This sounds weird. The Maharashtra Water Resources Regulatory Authority Act 2005, a pioneering act of its kind, has no role for the people outside the bureaucracy and the ministries. This shocking revelation was reinforced at a recent meeting in Pune, where the chairman and secretary of Maharashtra Water Resources Regulatory Authority also spoke. The Act is being amended, Suresh Sodal said, to bring into its ambit groundwater development and management issues and to expand the tariff fixing role of the Authority.
This may be a good time to bring in other amendments to give people of the state a say in the water sector. The assurance by officials of the Authority that people will have an opportunity to express their views (and the officials will decide what to do with them!) is clearly inadequate, to put it mildly.
The objective, as stated in the Act is, “to regulate water resources within the state of Maharashtra, facilitate and ensure judicious, equitable and sustainable management, allocation and utilization of water resources”. Maharashtra is the first state in India to come out with such an Act, but clearly, the Centre would like such laws to be passed by all states. Particularly when the World Bank (WB) wants this as part of the reforms in the water sector. Arunachal Pradesh has passed such a law and Gujarat drafted one over two years ago.
Significantly, the Act was published in the Gazette on 4 May 2005, and the WB-funded, $325-million Maharashtra Water Sector Improvement Project was cleared on 26 May 2005. The project appraisal document of the WB loan is candid about its role in making it a reality. In fact, as the document declared, one of the key legal conditions of the loan was to “establish the Authority by no later than 31 December 2005 and make it operational by 30 September 2006.” Ajit Nimbalkar, chairman of the Authority, accepted the crucial role of the Bank in making the Act possible.
Broadly, the Act consolidates the hold of the government in planning and decision-making in the water sector. For a sector characterized by a non transparent, unaccountable, non-participatory, top-down and big dam-centric approach, it facilitates weakening of the accountability of politicians. This can’t be good for democracy. Bringing sweeping changes in the sector, the Act also empowers the Authority to allocate and change entitlements of water across categories (agriculture, domestic, industrial, etc.) and users. Sodal also revealed that the concept of entitlement across, and within, various categories of use is being introduced in six pilot irrigation projects.
For the first time in India, the law empowers the Authority to create mechanisms for trading water entitlements.
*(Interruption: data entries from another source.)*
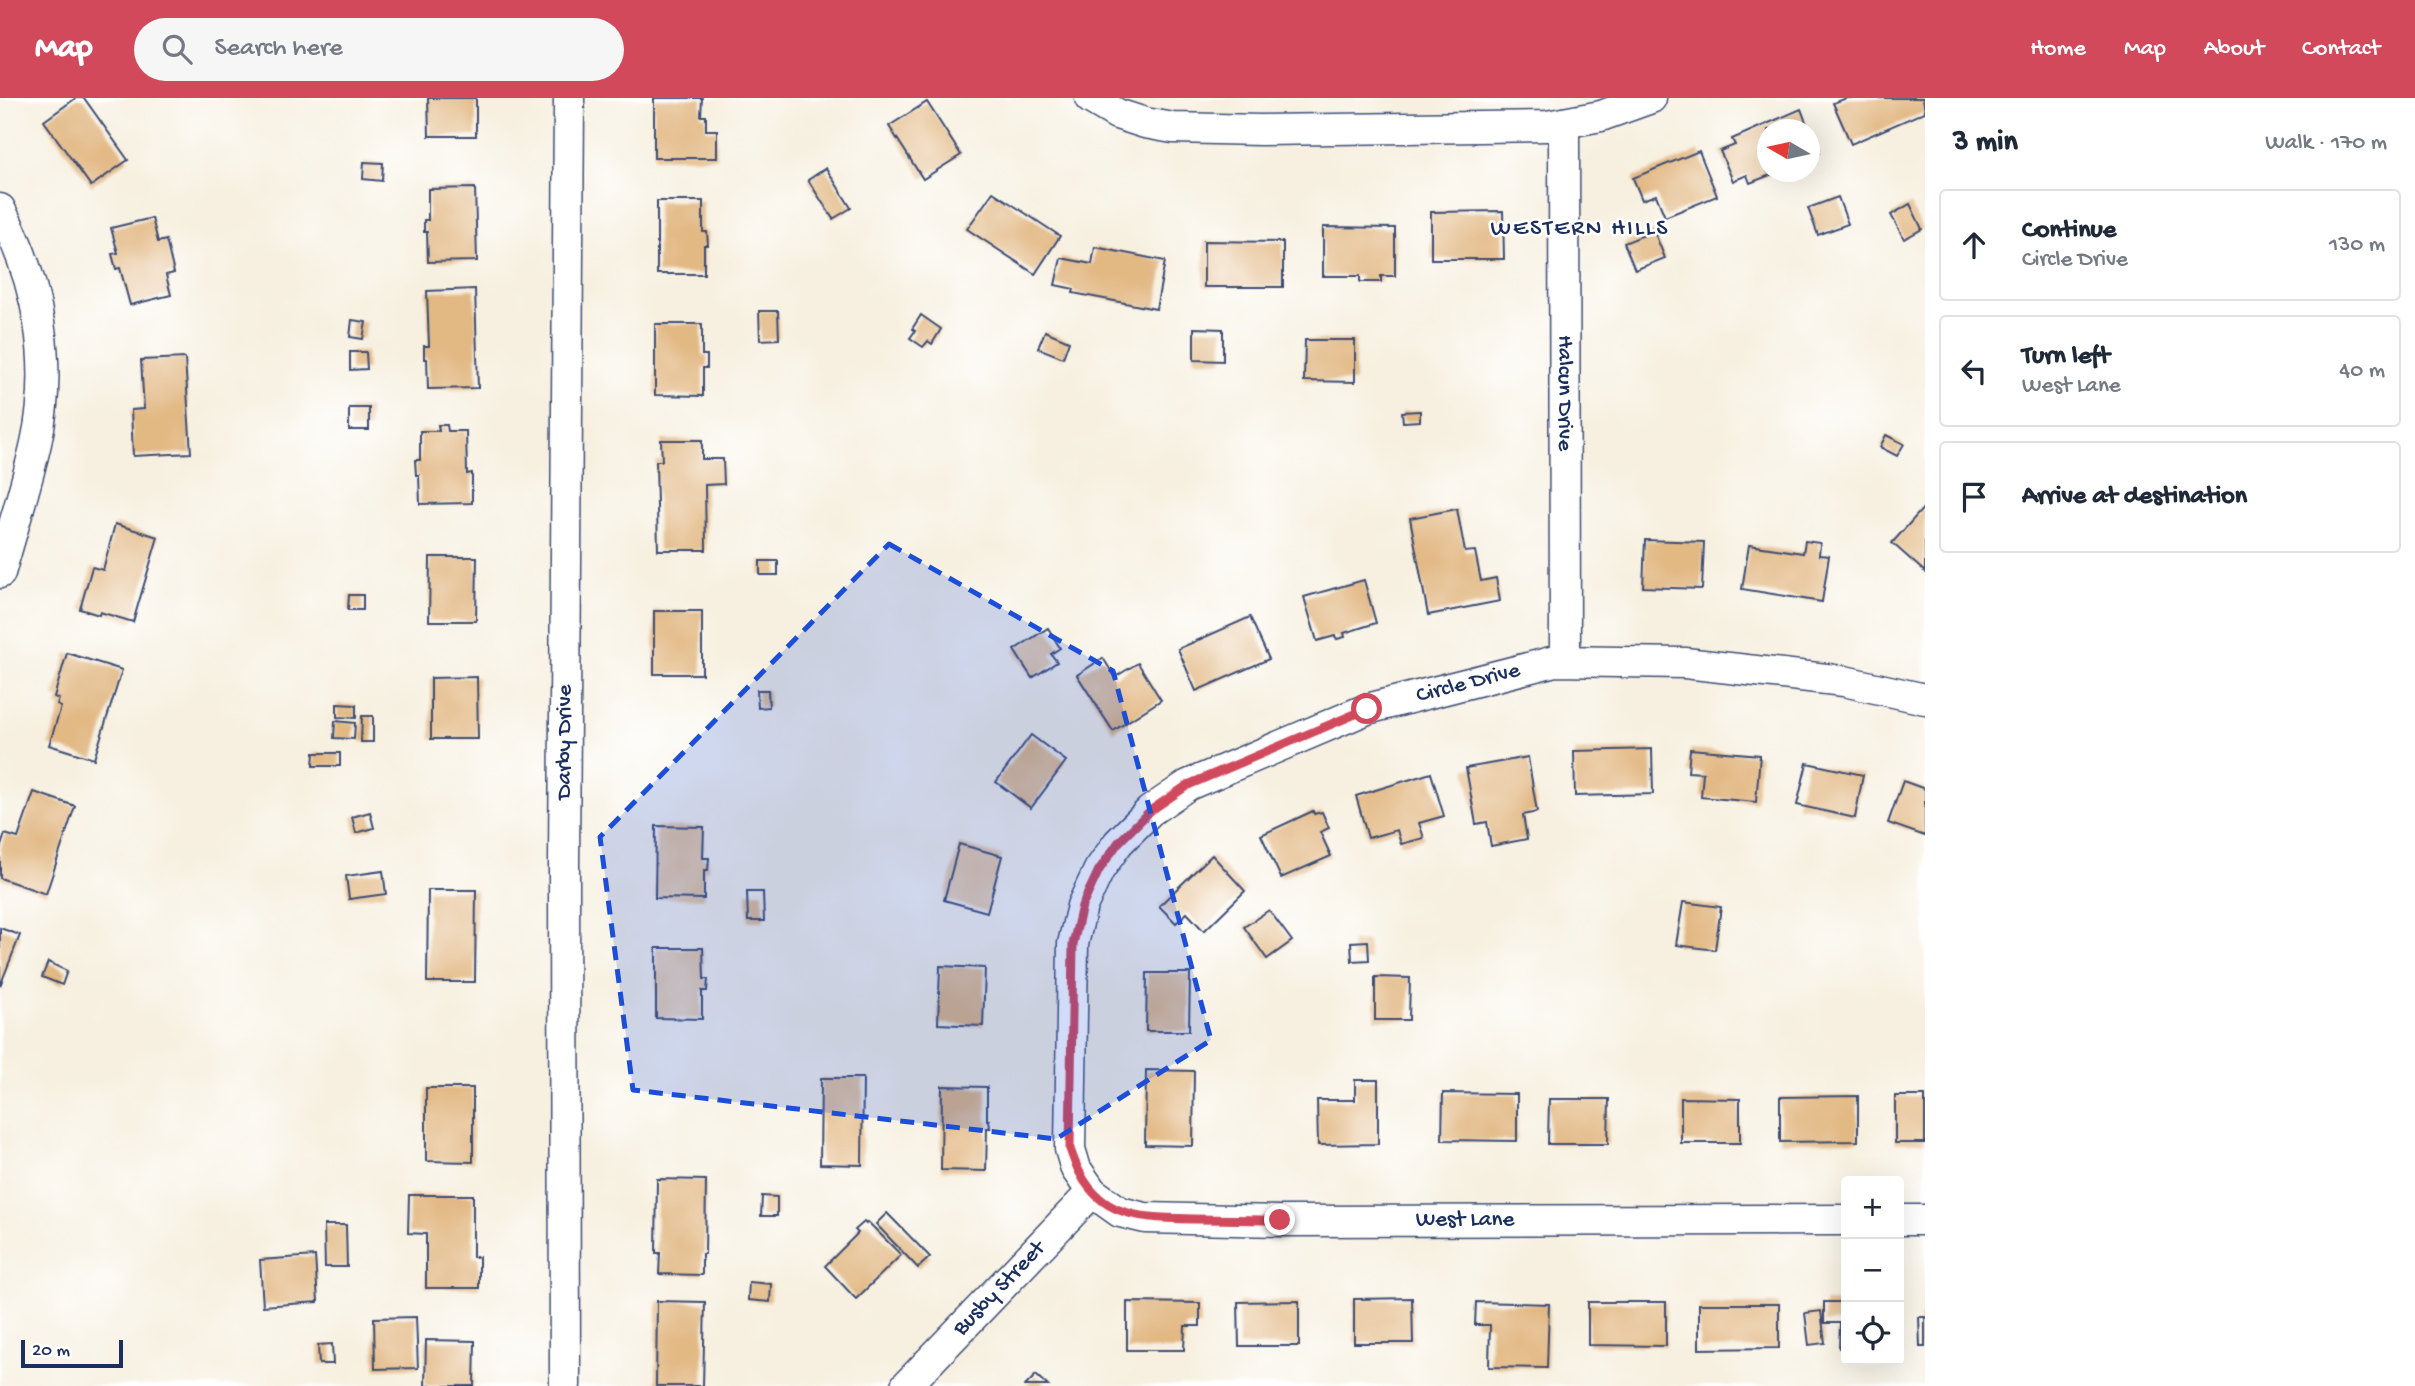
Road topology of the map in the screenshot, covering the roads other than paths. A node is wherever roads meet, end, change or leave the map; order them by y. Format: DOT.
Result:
graph roads {
  1 [pos="569,98"];
  2 [pos="1090,98"];
  3 [pos="1651,98"];
  4 [pos="1564,123"];
  5 [pos="0,209"];
  6 [pos="0,573"];
  7 [pos="1565,660"];
  8 [pos="1925,699"];
  9 [pos="1091,1192"];
  10 [pos="1841,1220"];
  11 [pos="1904,1220"];
  12 [pos="1925,1220"];
  13 [pos="565,1386"];
  14 [pos="906,1386"];
  1 -- 13 [label="street, Darby Drive"];
  2 -- 4 [label="street"];
  3 -- 4 [label="street"];
  4 -- 7 [label="street, Halcun Drive"];
  5 -- 6 [label="street"];
  7 -- 8 [label="street, Circle Drive"];
  7 -- 9 [label="street, Circle Drive"];
  9 -- 10 [label="street, West Lane"];
  9 -- 14 [label="street, Busby Street"];
  11 -- 12 [label="street"];
}
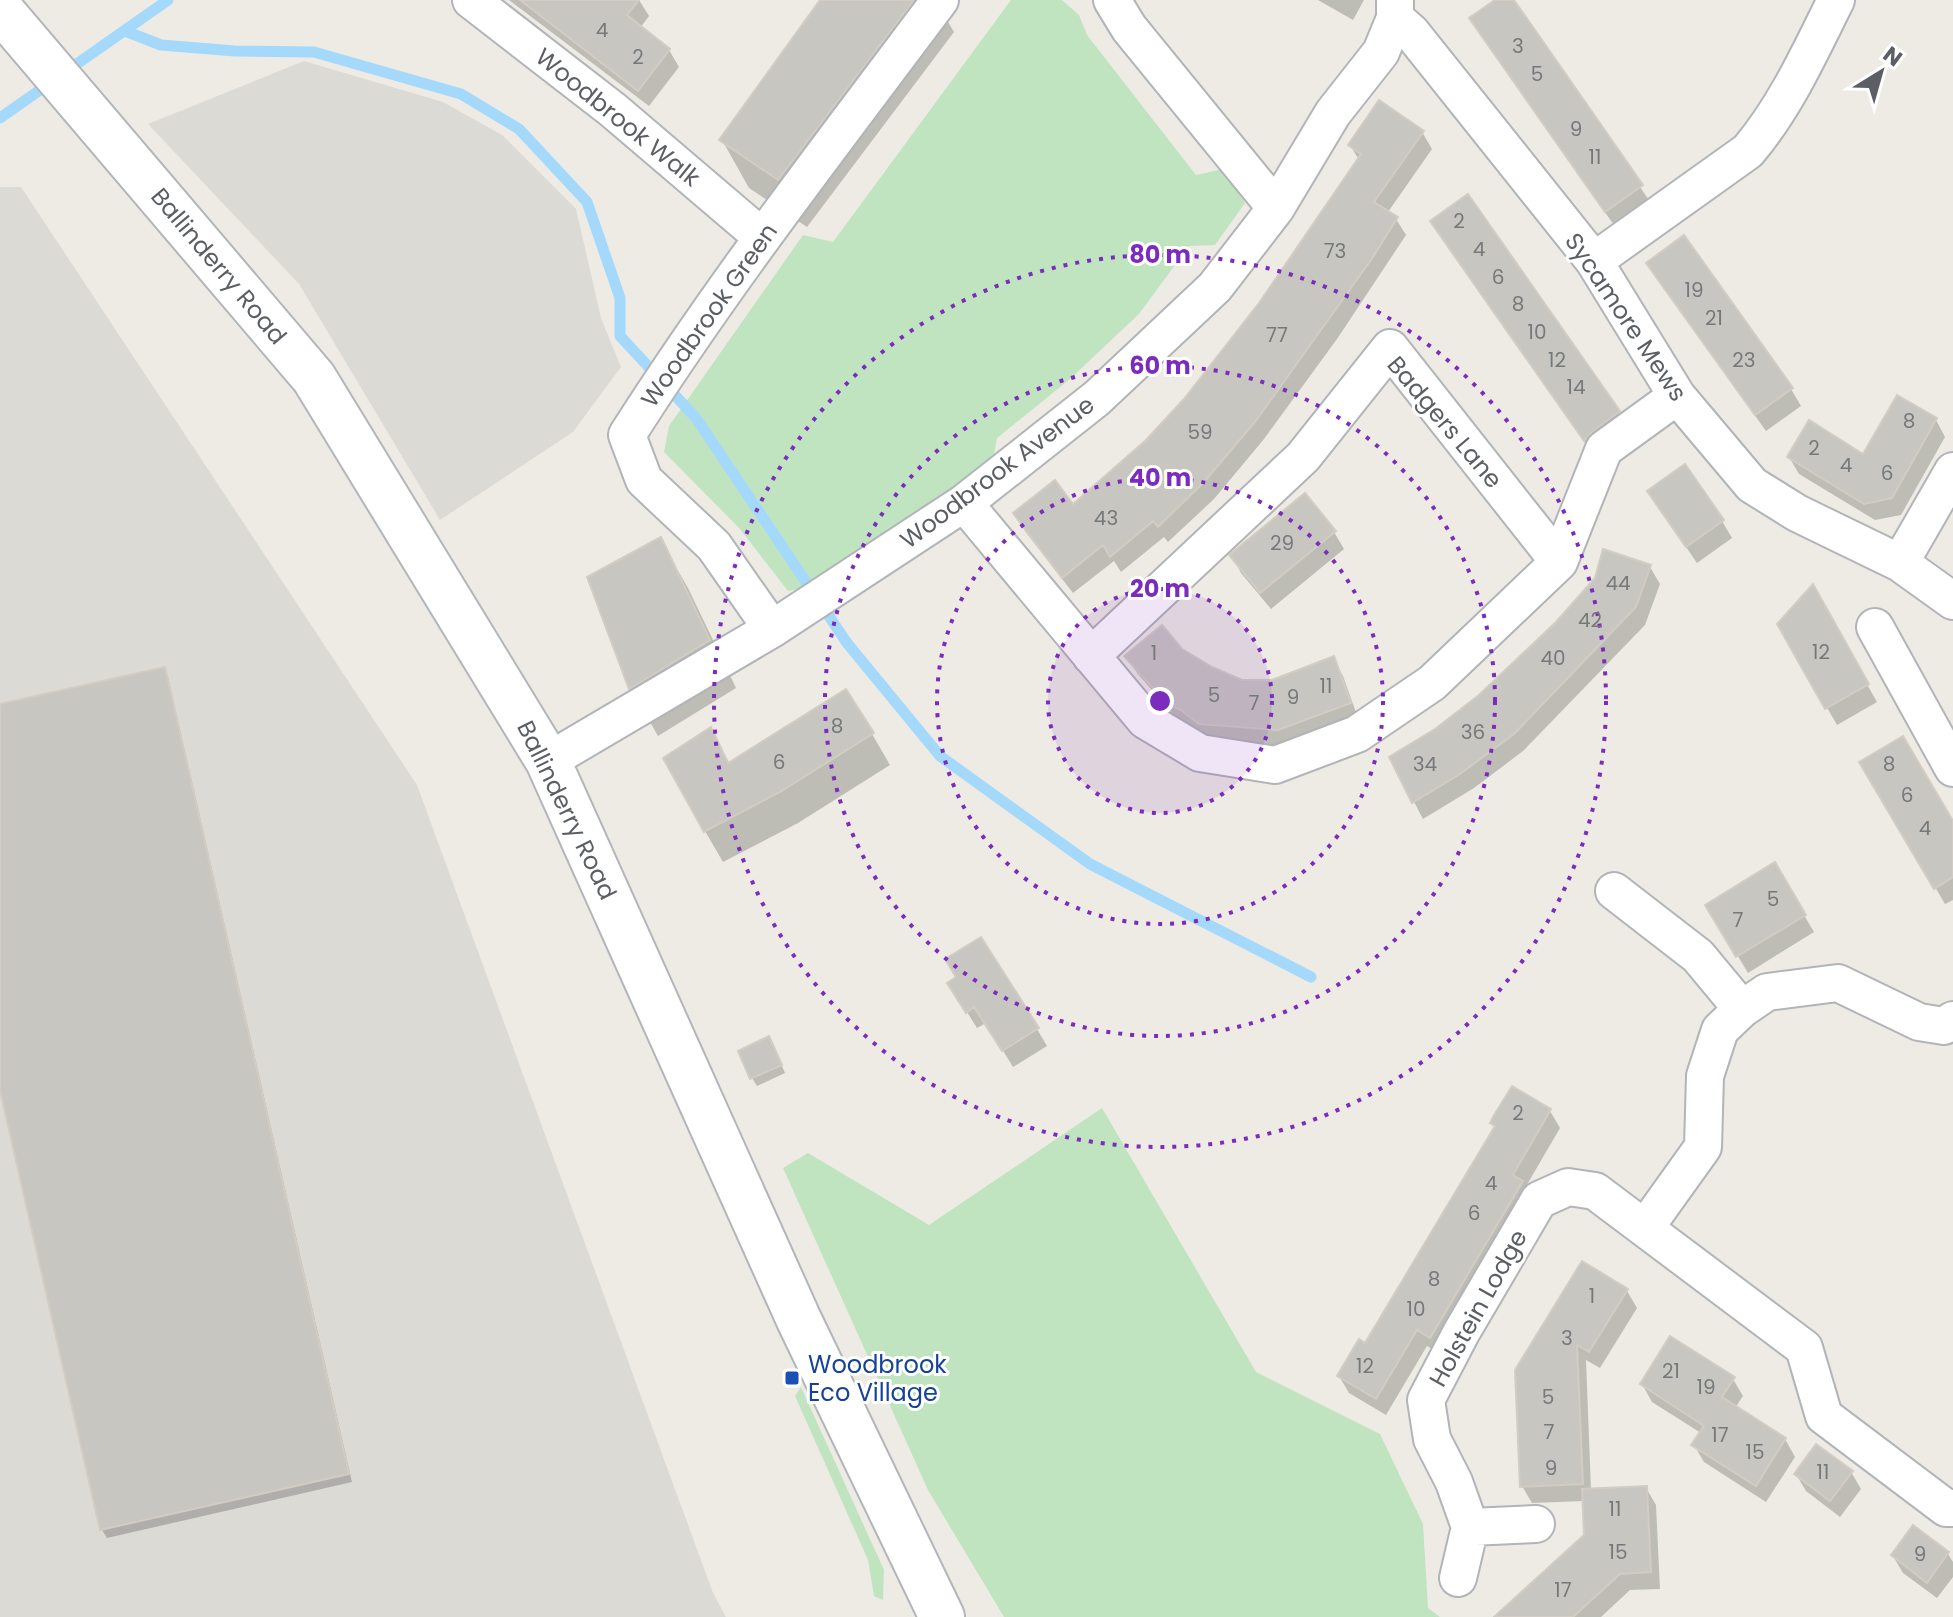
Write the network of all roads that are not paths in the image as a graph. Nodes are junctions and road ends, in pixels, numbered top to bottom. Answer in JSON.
{"nodes":[{"id":1,"x":471,"y":0,"type":"edge"},
{"id":2,"x":940,"y":0,"type":"edge"},
{"id":3,"x":1112,"y":0,"type":"edge"},
{"id":4,"x":1836,"y":0,"type":"edge"},
{"id":5,"x":0,"y":9,"type":"edge"},
{"id":6,"x":1395,"y":9,"type":"edge"},
{"id":7,"x":1276,"y":208,"type":"junction"},
{"id":8,"x":762,"y":237,"type":"junction"},
{"id":9,"x":1594,"y":261,"type":"junction"},
{"id":10,"x":1677,"y":396,"type":"junction"},
{"id":11,"x":1953,"y":471,"type":"edge"},
{"id":12,"x":964,"y":503,"type":"junction"},
{"id":13,"x":1559,"y":562,"type":"junction"},
{"id":14,"x":1900,"y":563,"type":"junction"},
{"id":15,"x":1953,"y":601,"type":"edge"},
{"id":16,"x":785,"y":621,"type":"junction"},
{"id":17,"x":1875,"y":627,"type":"dead end"},
{"id":18,"x":1091,"y":656,"type":"junction"},
{"id":19,"x":548,"y":761,"type":"junction"},
{"id":20,"x":1953,"y":768,"type":"edge"},
{"id":21,"x":1614,"y":891,"type":"dead end"},
{"id":22,"x":1742,"y":1009,"type":"junction"},
{"id":23,"x":1953,"y":1020,"type":"edge"},
{"id":24,"x":1645,"y":1228,"type":"junction"},
{"id":25,"x":1953,"y":1508,"type":"edge"},
{"id":26,"x":1536,"y":1524,"type":"dead end"},
{"id":27,"x":1470,"y":1527,"type":"junction"},
{"id":28,"x":1458,"y":1578,"type":"dead end"},
{"id":29,"x":942,"y":1617,"type":"edge"}],
"edges":[{"from":1,"to":8,"type":"street","name":"Woodbrook Walk"},
{"from":2,"to":8,"type":"street","name":"Woodbrook Green"},
{"from":3,"to":7,"type":"street"},
{"from":4,"to":9,"type":"street"},
{"from":5,"to":19,"type":"main road","name":"Ballinderry Road"},
{"from":6,"to":7,"type":"street","name":"Woodbrook Avenue"},
{"from":6,"to":9,"type":"street","name":"Sycamore Mews"},
{"from":7,"to":12,"type":"street","name":"Woodbrook Avenue"},
{"from":8,"to":16,"type":"street","name":"Woodbrook Green"},
{"from":9,"to":10,"type":"street","name":"Sycamore Mews"},
{"from":10,"to":13,"type":"street"},
{"from":10,"to":14,"type":"street","name":"Sycamore Mews"},
{"from":11,"to":14,"type":"street"},
{"from":12,"to":16,"type":"street","name":"Woodbrook Avenue"},
{"from":12,"to":18,"type":"street"},
{"from":13,"to":18,"type":"street"},
{"from":13,"to":18,"type":"street","name":"Badgers Lane"},
{"from":14,"to":15,"type":"street","name":"Sycamore Mews"},
{"from":16,"to":19,"type":"street","name":"Woodbrook Avenue"},
{"from":17,"to":20,"type":"street"},
{"from":19,"to":29,"type":"main road","name":"Ballinderry Road"},
{"from":21,"to":22,"type":"street"},
{"from":22,"to":23,"type":"street"},
{"from":22,"to":24,"type":"street"},
{"from":24,"to":25,"type":"street","name":"Holstein Lodge"},
{"from":24,"to":27,"type":"street","name":"Holstein Lodge"},
{"from":26,"to":27,"type":"street"},
{"from":27,"to":28,"type":"street"}]}
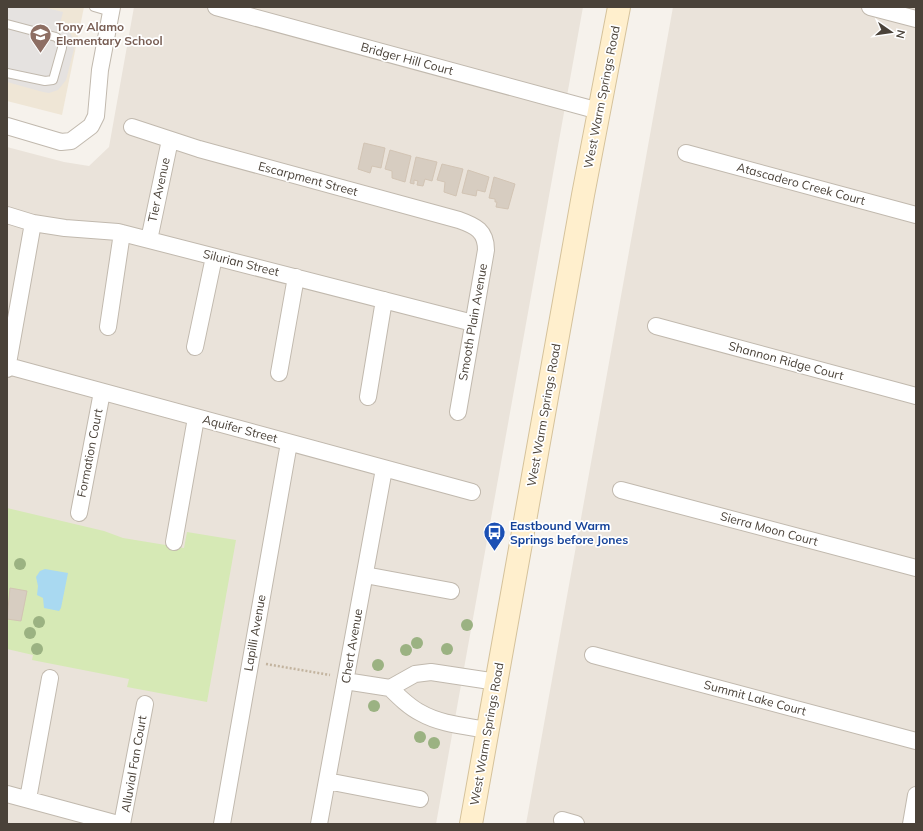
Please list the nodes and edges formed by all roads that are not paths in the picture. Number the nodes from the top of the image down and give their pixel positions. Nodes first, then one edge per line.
1 (94, 7) edge
2 (216, 7) edge
3 (619, 7) edge
4 (875, 8) edge
5 (111, 9) edge
6 (916, 20) edge
7 (7, 24) edge
8 (7, 73) edge
9 (599, 111) junction
10 (7, 126) edge
11 (132, 127) dead end
12 (170, 140) junction
13 (686, 153) dead end
14 (7, 215) edge
15 (916, 215) edge
16 (33, 223) junction
17 (483, 233) joint
18 (122, 234) junction
19 (149, 240) junction
20 (214, 257) junction
21 (296, 277) junction
22 (384, 300) junction
23 (473, 323) junction
24 (656, 326) dead end
25 (108, 327) dead end
26 (195, 347) dead end
27 (7, 368) edge
28 (279, 374) dead end
29 (102, 392) junction
30 (916, 396) edge
31 (368, 397) dead end
32 (458, 412) dead end
33 (196, 418) junction
34 (289, 443) junction
35 (384, 469) junction
36 (621, 490) dead end
37 (472, 492) dead end
38 (79, 513) dead end
39 (174, 542) dead end
40 (916, 568) edge
41 (365, 575) junction
42 (451, 591) dead end
43 (593, 655) dead end
44 (50, 678) dead end
45 (346, 679) junction
46 (497, 682) junction
47 (390, 688) junction
48 (145, 704) dead end
49 (487, 730) junction
50 (916, 741) edge
51 (327, 781) junction
52 (7, 794) edge
53 (916, 795) edge
54 (420, 799) dead end
55 (28, 800) junction
56 (118, 824) edge
57 (122, 824) edge
58 (222, 824) edge
59 (319, 824) edge
60 (471, 824) edge
61 (911, 824) edge

1 - 5 lane
2 - 9 street, Bridger Hill Court
3 - 9 main road, West Warm Springs Road
4 - 6 street
5 - 10 street
7 - 8 lane
9 - 46 main road, West Warm Springs Road
11 - 12 street, Escarpment Street
12 - 17 street, Escarpment Street
12 - 19 street, Tier Avenue
13 - 15 street, Atascadero Creek Court
14 - 16 street, Silurian Street
16 - 18 street, Silurian Street
16 - 27 street
17 - 23 street, Smooth Plain Avenue
18 - 19 street, Silurian Street
18 - 25 street
19 - 20 street, Silurian Street
20 - 21 street, Silurian Street
20 - 26 street
21 - 22 street, Silurian Street
21 - 28 street
22 - 23 street, Silurian Street
22 - 31 street
23 - 32 street, Smooth Plain Avenue
24 - 30 street, Shannon Ridge Court
27 - 29 street, Aquifer Street
29 - 33 street, Aquifer Street
29 - 38 street, Formation Court
33 - 34 street, Aquifer Street
33 - 39 street
34 - 35 street, Aquifer Street
34 - 58 street, Lapilli Avenue
35 - 37 street, Aquifer Street
35 - 41 street, Chert Avenue
36 - 40 street, Sierra Moon Court
41 - 42 street
41 - 45 street, Chert Avenue
43 - 50 street, Summit Lake Court
44 - 55 street
45 - 47 street
45 - 51 street, Chert Avenue
46 - 47 street
46 - 49 main road, West Warm Springs Road
47 - 49 street
48 - 57 street, Alluvial Fan Court
49 - 60 main road, West Warm Springs Road
51 - 54 street
51 - 59 street, Chert Avenue
52 - 55 street
53 - 61 street
55 - 56 street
This, again, can’t be good for the weaker sections of the population. In a trade-off between the prosperous and the poor, it is known who would suffer.
Non-transparency, lack of accountability and lack of representation of people from outside government, coupled with the concept of trading entitlements so that the water goes to the highest-valued users, could be very dangerous. It could mean that since industries and urban users are valued more in WB parlance, the needs of the rural, agriculture and poor sectors within a region, and weaker regions within the state, would get lower priority, or even no priority, while entitlements are considered and traded.
Such sweeping changes, without wide and informed consultation, are neither warranted, nor justified. Most atrociously, a reading of the Act shows that it has no significant role for anyone outside the government.
Look at the constitution of the Authority (all three members are current or former bureaucrats and five special invitees are officials from government agencies) as well as the river basin agencies, the water board, the water council, and the selection committee (that selects the chairperson who “is or who was of the rank of chief secretary or equivalent thereto”)—there is no place for anyone outside the government. This cannot be an acceptable situation.
The two members of the Authority (besides the chairperson) are supposed to be experts in engineering and economics. When over 80% of water use is in agriculture (on which 65-70% of people are dependent), and when every action in the water sector has such profound impact on the environment, there is no place in the Act to include members from the agriculture, environment and social sectors. The first thing the government needs to do is to add experts from these three areas as full members—they should come from outside the government and should not be former bureaucrats.
Thus, it seems, this has been a missed opportunity to bring some fundamental changes in the character of India’s water sector. The minimum one can expect is to suspend it till there is a wide and informed debate on the Act itself, its rules and regulations (currently under the consideration of the state government) and implications thereof. Moreover, the reforms should be bottom up, if they are to respect the democratic norms of India’s Constitution.